If my blog had aural feedback, no doubt i’d hear a few snickers for saying this out loud, but here goes:

i use Emacs.

There, i said it. With all the tightly integrated development environments available these days (Visual Studio, Eclipse, etc.), you may wonder why anybody would use such an old-school tool. In fact, i’ve been using Emacs in various flavors for more than 20 years now: this request for an Emacs mode for an exotic programming language called Icon might even be my oldest extant trace on the Internet (though we didn’t call it that back then, kids). I’m pretty stale now, but at one point i considered Emacs Lisp one of the programming languages i’d put on a resume (if that sentence doesn’t make sense to you, it shows that you don’t know enough about Emacs to snicker at it).

Sure, it’s got a steep learning curve, it’s really geeky, and it’s not the hammer for every nail. I don’t write UI tools in it anymore, though for a while it was a pretty good choice for that. But there are still things i can do easily in Emacs that i don’t know how to do elsewhere without a lot more work: that’s one definition of what makes a good tool.
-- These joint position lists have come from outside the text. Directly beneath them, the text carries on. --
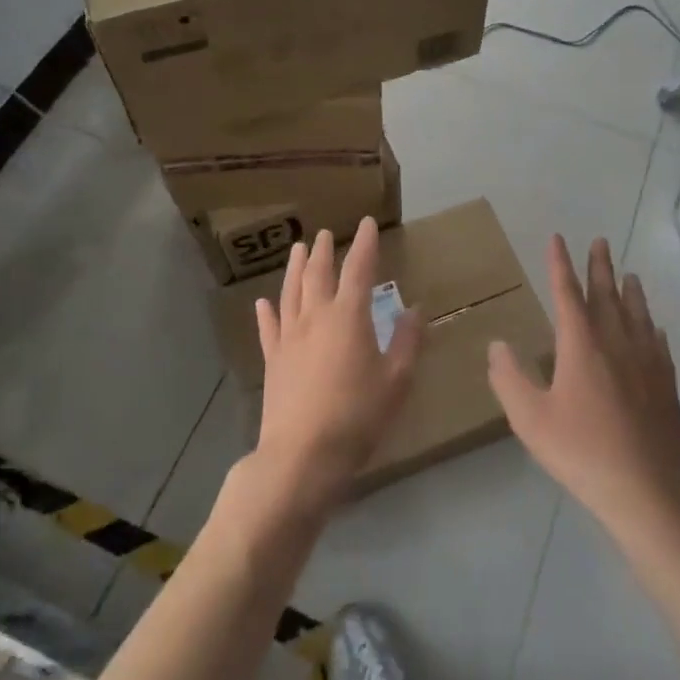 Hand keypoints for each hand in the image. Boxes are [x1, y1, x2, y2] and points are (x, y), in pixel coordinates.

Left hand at [254, 218, 423, 510]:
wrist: (302, 455)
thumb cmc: (357, 416)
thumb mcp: (396, 381)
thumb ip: (407, 342)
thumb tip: (415, 309)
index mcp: (348, 316)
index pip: (358, 269)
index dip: (364, 244)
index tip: (367, 224)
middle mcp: (316, 317)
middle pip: (318, 274)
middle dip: (324, 251)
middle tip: (325, 233)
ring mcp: (289, 337)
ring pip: (291, 292)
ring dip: (295, 268)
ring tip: (297, 249)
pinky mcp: (273, 360)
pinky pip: (269, 327)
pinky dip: (267, 311)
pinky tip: (263, 302)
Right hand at [488, 236, 679, 534]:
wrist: (645, 492)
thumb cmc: (581, 452)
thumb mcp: (530, 419)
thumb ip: (509, 378)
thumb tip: (498, 344)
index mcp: (581, 345)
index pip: (567, 293)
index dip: (560, 264)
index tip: (558, 239)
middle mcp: (616, 342)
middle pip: (607, 295)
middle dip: (600, 266)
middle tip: (601, 241)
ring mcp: (646, 362)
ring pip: (637, 314)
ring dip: (630, 291)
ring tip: (629, 274)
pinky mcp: (666, 385)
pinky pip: (658, 344)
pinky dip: (651, 327)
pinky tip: (653, 327) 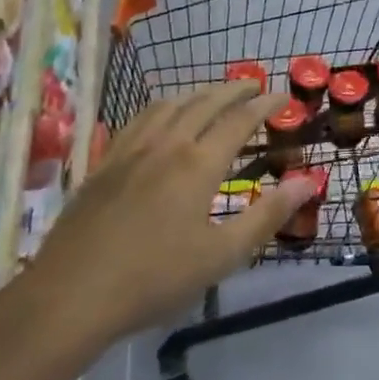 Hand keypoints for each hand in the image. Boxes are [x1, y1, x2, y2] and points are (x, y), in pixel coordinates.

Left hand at [33, 82, 318, 346]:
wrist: (71, 295)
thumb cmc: (154, 279)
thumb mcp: (222, 256)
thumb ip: (267, 216)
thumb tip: (307, 183)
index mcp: (198, 164)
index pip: (240, 120)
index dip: (265, 105)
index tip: (284, 97)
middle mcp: (167, 144)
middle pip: (205, 102)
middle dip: (234, 89)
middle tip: (254, 85)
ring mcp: (131, 150)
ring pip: (170, 105)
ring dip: (198, 93)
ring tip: (213, 94)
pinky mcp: (104, 163)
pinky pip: (138, 119)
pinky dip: (162, 106)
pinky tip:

One use case i encounter a lot when groveling through data is progressive refinement. Typically that means a large data set (thousands or more), where i need several steps to filter out certain values (that i don’t know in advance: that’s one reason an editing environment is a good choice). For example, my current task is finding funky Unicode characters encoded as XML character entities, and replacing them with ASCII equivalents (i know that’s not good form, but for this particular string-matching task, it’s good enough). I’ve got a few 10s of thousands of lines of data, and i want to find all the different #&-encoded values so i can create a mapping table.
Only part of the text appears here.